■ WHAT YOU NEED TO DO
The answer must be an exact reproduction of all the entries.

■ SUPPLIED RECORDS
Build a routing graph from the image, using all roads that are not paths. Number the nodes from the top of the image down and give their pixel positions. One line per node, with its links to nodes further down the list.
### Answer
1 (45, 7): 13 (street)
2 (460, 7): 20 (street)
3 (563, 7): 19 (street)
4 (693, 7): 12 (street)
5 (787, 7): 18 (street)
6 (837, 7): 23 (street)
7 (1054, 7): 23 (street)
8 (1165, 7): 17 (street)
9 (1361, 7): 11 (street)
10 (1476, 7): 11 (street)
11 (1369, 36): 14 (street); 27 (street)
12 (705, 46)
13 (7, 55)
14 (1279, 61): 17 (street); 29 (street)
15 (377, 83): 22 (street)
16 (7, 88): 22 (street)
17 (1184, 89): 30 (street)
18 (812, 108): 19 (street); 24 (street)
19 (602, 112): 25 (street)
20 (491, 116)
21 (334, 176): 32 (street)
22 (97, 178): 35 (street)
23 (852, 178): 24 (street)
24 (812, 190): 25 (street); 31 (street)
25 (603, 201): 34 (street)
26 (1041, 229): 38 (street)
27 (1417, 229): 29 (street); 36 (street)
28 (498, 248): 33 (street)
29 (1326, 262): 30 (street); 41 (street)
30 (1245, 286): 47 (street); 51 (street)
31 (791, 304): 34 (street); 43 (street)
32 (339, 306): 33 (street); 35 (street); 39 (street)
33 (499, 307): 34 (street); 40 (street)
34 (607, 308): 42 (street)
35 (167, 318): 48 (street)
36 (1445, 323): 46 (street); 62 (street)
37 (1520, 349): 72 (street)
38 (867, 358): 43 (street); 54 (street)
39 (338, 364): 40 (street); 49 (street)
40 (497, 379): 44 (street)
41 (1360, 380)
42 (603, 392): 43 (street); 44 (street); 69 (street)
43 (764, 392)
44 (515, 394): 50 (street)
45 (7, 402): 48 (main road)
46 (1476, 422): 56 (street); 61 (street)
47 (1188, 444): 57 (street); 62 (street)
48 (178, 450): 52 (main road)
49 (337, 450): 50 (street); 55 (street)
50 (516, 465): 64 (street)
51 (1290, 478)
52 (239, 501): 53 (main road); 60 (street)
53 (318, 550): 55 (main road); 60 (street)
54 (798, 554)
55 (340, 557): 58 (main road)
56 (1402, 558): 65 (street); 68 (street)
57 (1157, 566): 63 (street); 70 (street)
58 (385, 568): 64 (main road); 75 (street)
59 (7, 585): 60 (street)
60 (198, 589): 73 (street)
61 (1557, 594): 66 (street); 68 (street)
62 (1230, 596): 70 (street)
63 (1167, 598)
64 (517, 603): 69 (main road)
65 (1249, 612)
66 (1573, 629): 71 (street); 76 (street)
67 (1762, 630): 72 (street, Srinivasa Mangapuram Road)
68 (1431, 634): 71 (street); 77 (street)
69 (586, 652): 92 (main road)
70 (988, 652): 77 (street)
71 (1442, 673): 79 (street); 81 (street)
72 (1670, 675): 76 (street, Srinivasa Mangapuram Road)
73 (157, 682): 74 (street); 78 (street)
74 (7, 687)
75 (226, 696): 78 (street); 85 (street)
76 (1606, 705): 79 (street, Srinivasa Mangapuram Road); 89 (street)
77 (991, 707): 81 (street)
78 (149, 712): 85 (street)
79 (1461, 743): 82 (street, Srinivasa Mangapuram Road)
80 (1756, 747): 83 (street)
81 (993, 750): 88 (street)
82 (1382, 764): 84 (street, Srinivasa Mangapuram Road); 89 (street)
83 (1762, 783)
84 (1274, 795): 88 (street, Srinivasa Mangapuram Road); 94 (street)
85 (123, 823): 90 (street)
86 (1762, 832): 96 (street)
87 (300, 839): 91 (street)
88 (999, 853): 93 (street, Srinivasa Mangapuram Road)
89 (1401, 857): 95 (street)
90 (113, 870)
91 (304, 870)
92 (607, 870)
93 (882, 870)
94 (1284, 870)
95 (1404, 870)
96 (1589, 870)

■ RESULT OF THIS TASK
Build a routing graph from the image, using all roads that are not paths. Number the nodes from the top of the image down and give their pixel positions. One line per node, with its links to nodes further down the list.
### Answer
1 (45, 7): 13 (street)
2 (460, 7): 20 (street)
3 (563, 7): 19 (street)
4 (693, 7): 12 (street)
5 (787, 7): 18 (street)
6 (837, 7): 23 (street)
7 (1054, 7): 23 (street)
8 (1165, 7): 17 (street)
9 (1361, 7): 11 (street)
10 (1476, 7): 11 (street)
11 (1369, 36): 14 (street); 27 (street)
12 (705, 46)
13 (7, 55)
14 (1279, 61): 17 (street); 29 (street)
15 (377, 83): 22 (street)
16 (7, 88): 22 (street)
17 (1184, 89): 30 (street)
18 (812, 108): 19 (street); 24 (street)
19 (602, 112): 25 (street)
20 (491, 116)
21 (334, 176): 32 (street)
22 (97, 178): 35 (street)
23 (852, 178): 24 (street)
24 (812, 190): 25 (street); 31 (street)
25 (603, 201): 34 (street)
26 (1041, 229): 38 (street)
27 (1417, 229): 29 (street); 36 (street)
28 (498, 248): 33 (street)
29 (1326, 262): 30 (street); 41 (street)
30 (1245, 286): 47 (street); 51 (street)
31 (791, 304): 34 (street); 43 (street)
32 (339, 306): 33 (street); 35 (street); 39 (street)
33 (499, 307): 34 (street); 40 (street)
34 (607, 308): 42 (street)
35 (167, 318): 48 (street)
36 (1445, 323): 46 (street); 62 (street)
37 (1520, 349): 72 (street)
38 (867, 358): 43 (street); 54 (street)
39 (338, 364): 40 (street); 49 (street)
40 (497, 379): 44 (street)
41 (1360, 380)
42 (603, 392): 43 (street); 44 (street); 69 (street)
43 (764, 392)
44 (515, 394): 50 (street)
45 (7, 402): 48 (main road)
46 (1476, 422): 56 (street); 61 (street)
47 (1188, 444): 57 (street); 62 (street)
48 (178, 450): 52 (main road)
49 (337, 450): 50 (street); 55 (street)
50 (516, 465): 64 (street)
51 (1290, 478)
52 (239, 501): 53 (main road); 60 (street)
53 (318, 550): 55 (main road); 60 (street)
54 (798, 554)
55 (340, 557): 58 (main road)
56 (1402, 558): 65 (street); 68 (street)
57 (1157, 566): 63 (street); 70 (street)
58 (385, 568): 64 (main road); 75 (street)
59 (7, 585): 60 (street)
60 (198, 589): 73 (street)
61 (1557, 594): 66 (street); 68 (street)
62 (1230, 596): 70 (street)
63 (1167, 598)
64 (517, 603): 69 (main road)
65 (1249, 612)
66 (1573, 629): 71 (street); 76 (street)
67 (1762, 630): 72 (street, Srinivasa Mangapuram Road)
68 (1431, 634): 71 (street); 77 (street)
69 (586, 652): 92 (main road)
70 (988, 652): 77 (street)
71 (1442, 673): 79 (street); 81 (street)
72 (1670, 675): 76 (street, Srinivasa Mangapuram Road)
73 (157, 682): 74 (street); 78 (street)
74 (7, 687)
75 (226, 696): 78 (street); 85 (street)
76 (1606, 705): 79 (street, Srinivasa Mangapuram Road); 89 (street)
77 (991, 707): 81 (street)
78 (149, 712): 85 (street)
79 (1461, 743): 82 (street, Srinivasa Mangapuram Road)
80 (1756, 747): 83 (street)
81 (993, 750): 88 (street)
82 (1382, 764): 84 (street, Srinivasa Mangapuram Road); 89 (street)
83 (1762, 783)
84 (1274, 795): 88 (street, Srinivasa Mangapuram Road); 94 (street)
85 (123, 823): 90 (street)
86 (1762, 832): 96 (street)
87 (300, 839): 91 (street)
88 (999, 853): 93 (street, Srinivasa Mangapuram Road)
89 (1401, 857): 95 (street)
90 (113, 870)
91 (304, 870)
92 (607, 870)
93 (882, 870)
94 (1284, 870)
95 (1404, 870)
96 (1589, 870)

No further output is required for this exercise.